Tres años después del fin de la Segunda Guerra Mundial, el mundo estaba grávido de demandas y esperanzas de que a la gigantesca matanza planetaria le siguiera una nueva época más favorable para las personas y los pueblos. Pero muy pronto se comprobó que los poderosos del mundo trataban de mantener a salvo sus intereses, sus ganancias y su dominio. La Organización de las Naciones Unidas (ONU) nació en 1945 con la pretensión de reunir a los Estados en un foro de entendimientos de beneficio común y tutelar la paz mundial, pero aquel designio de los poderosos le marcó también de inmediato a la ONU límites férreos.
La Declaración del 10 de diciembre de 1948 era engañosa y pretenciosa desde su propio título. Cómo iba a ser “universal” si se negó a reconocer la igualdad entre las naciones, para no condenar la inmensa llaga mundial que era el colonialismo, esa culpa tremenda de la modernidad capitalista que para desarrollar su sistema y multiplicar sus avances saqueó a fondo, aplastó culturas, esclavizó a decenas de millones, destrozó formas de vida y de producción, explotó el trabajo, prostituyó organizaciones sociales y erosionó el medio ambiente a escala universal, que hizo “científico” al racismo y otras formas de naturalización de la desigualdad entre los seres humanos. Al negarse a denunciar el colonialismo y el neocolonialismo, aquella Declaración no tuvo en cuenta a la mayoría del mundo, y tampoco a los artículos 1 y 55 de la propia Carta de la ONU.
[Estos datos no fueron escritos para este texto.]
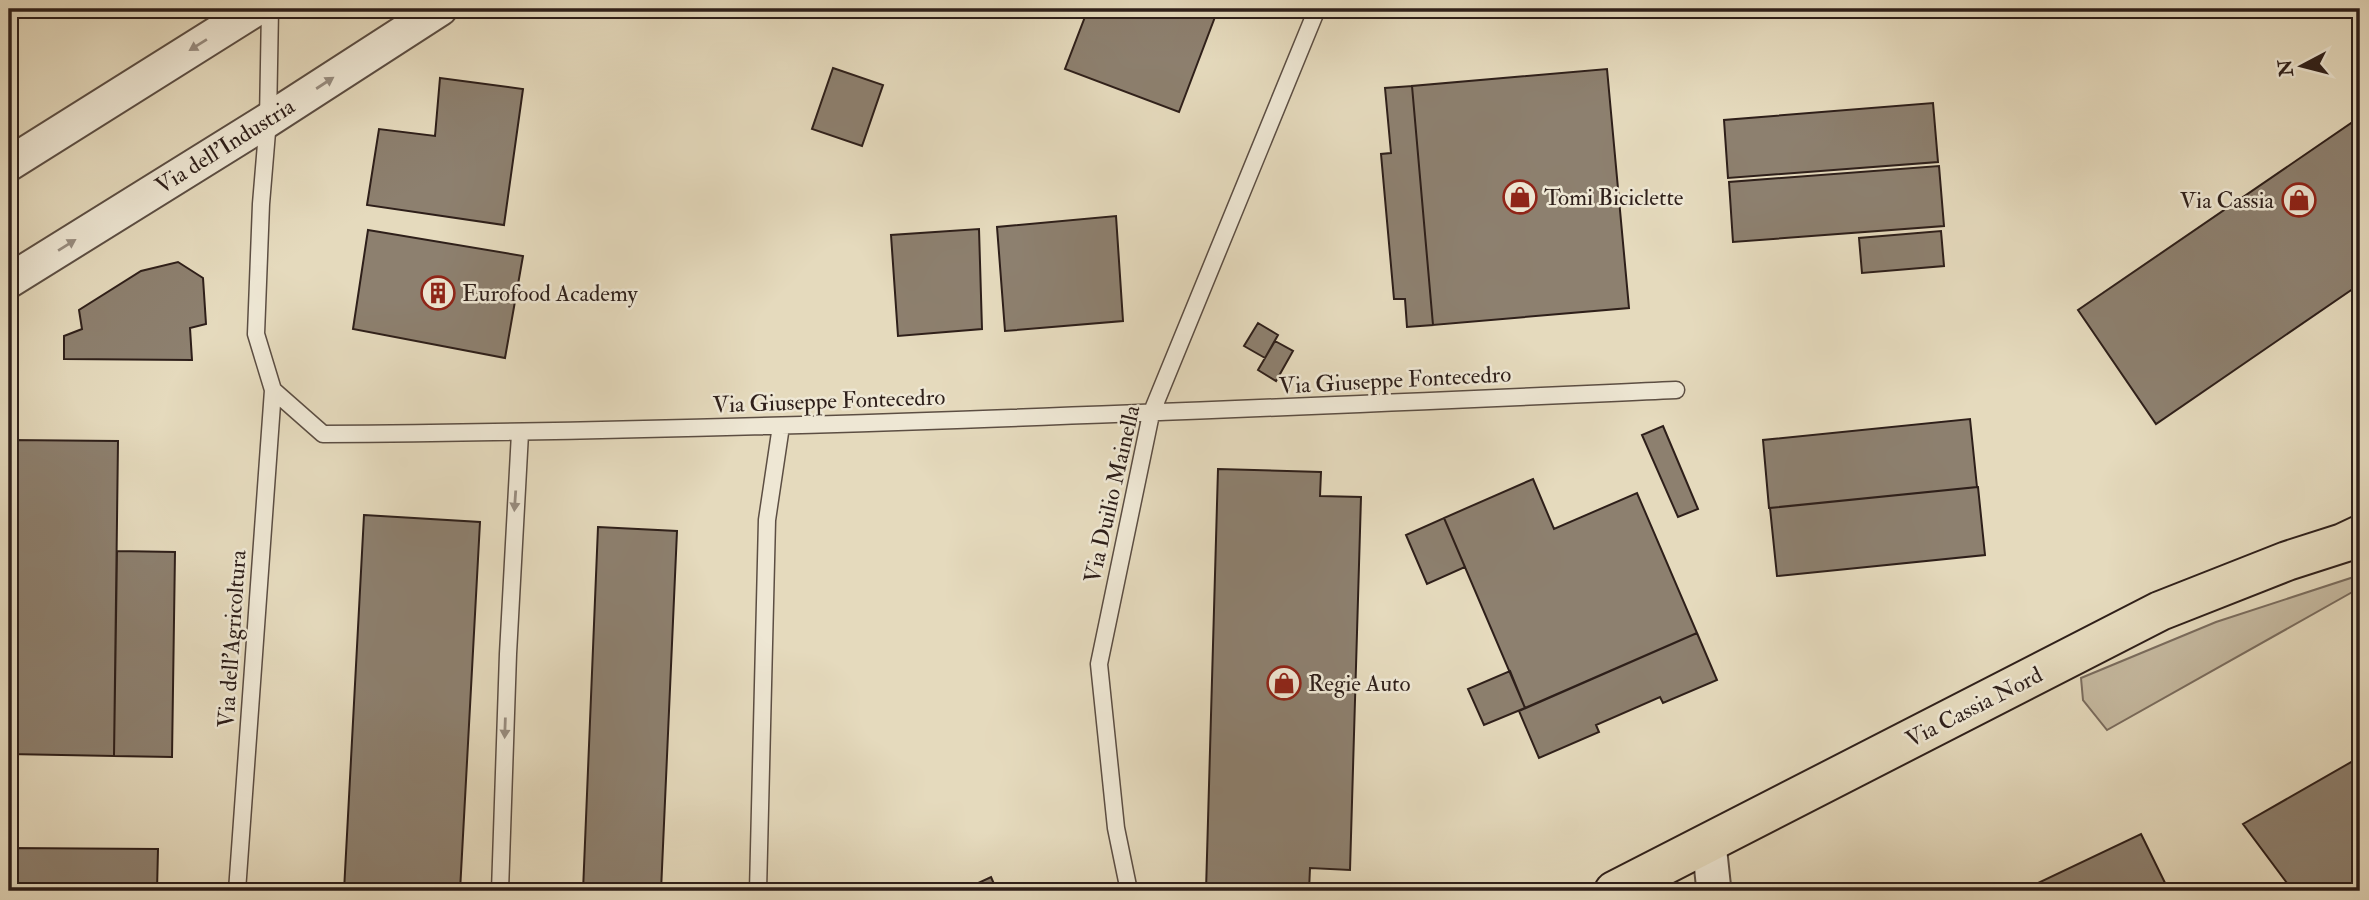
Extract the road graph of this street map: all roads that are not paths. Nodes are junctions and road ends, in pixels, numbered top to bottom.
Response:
1 (256, 9) edge
2 (270, 9) edge
3 (440, 9) edge
4 (1317, 9) edge
5 (268, 120) junction
6 (9, 164) edge
7 (9, 281) edge
8 (273, 390) junction
9 (1676, 390) dead end
10 (1151, 414) junction
11 (781, 426) junction
12 (520, 433) junction
13 (2354, 541) edge
14 (1709, 844) junction
15 (237, 891) edge
16 (500, 891) edge
17 (758, 891) edge
18 (1129, 891) edge
19 (1614, 891) edge
20 (1714, 891) edge

1 -> 6 street
2 - 5 lane
5 -> 3 street, Via dell'Industria
4 - 10 lane, Via Duilio Mainella
7 -> 5 street, Via dell'Industria
5 - 8 lane
8 - 12 lane, Via Giuseppe Fontecedro
8 - 15 lane, Via dell'Agricoltura
9 - 10 lane, Via Giuseppe Fontecedro
10 - 11 lane, Via Giuseppe Fontecedro
10 - 18 lane, Via Duilio Mainella
11 - 12 lane, Via Giuseppe Fontecedro
11 - 17 lane
12 -> 16 lane
13 - 14 main road, Via Cassia Nord
14 - 19 main road, Via Cassia Nord
14 - 20 street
El instrumento aprobado de manera tan solemne escogía ser heredero de una tradición, la de 1789 y 1776, que legisló desde la libertad del individualismo para minorías que pusieron a salvo cuidadosamente cuestiones que les eran esenciales, como la propiedad privada, o la condición de esclavo en los EE.UU. Que los poderes más directamente herederos de esa tradición no habían cambiado en nada básico fue demostrado después de 1948 de manera fehaciente. Francia, que masacró salvajemente en 1945 a los argelinos que pedían que la victoria de la libertad sobre el fascismo se extendiera a ellos, le cobró a Argelia su lucha por la independencia con más de un millón de muertos y una orgía inacabable de torturas. EE.UU., que alardeaba entonces de no ser una potencia colonialista, violó en Viet Nam todos los derechos humanos imaginables, y le cobró a ese pueblo sus combates por la independencia y la libertad con cuatro millones de muertos y la destrucción intencionada de una parte de su suelo.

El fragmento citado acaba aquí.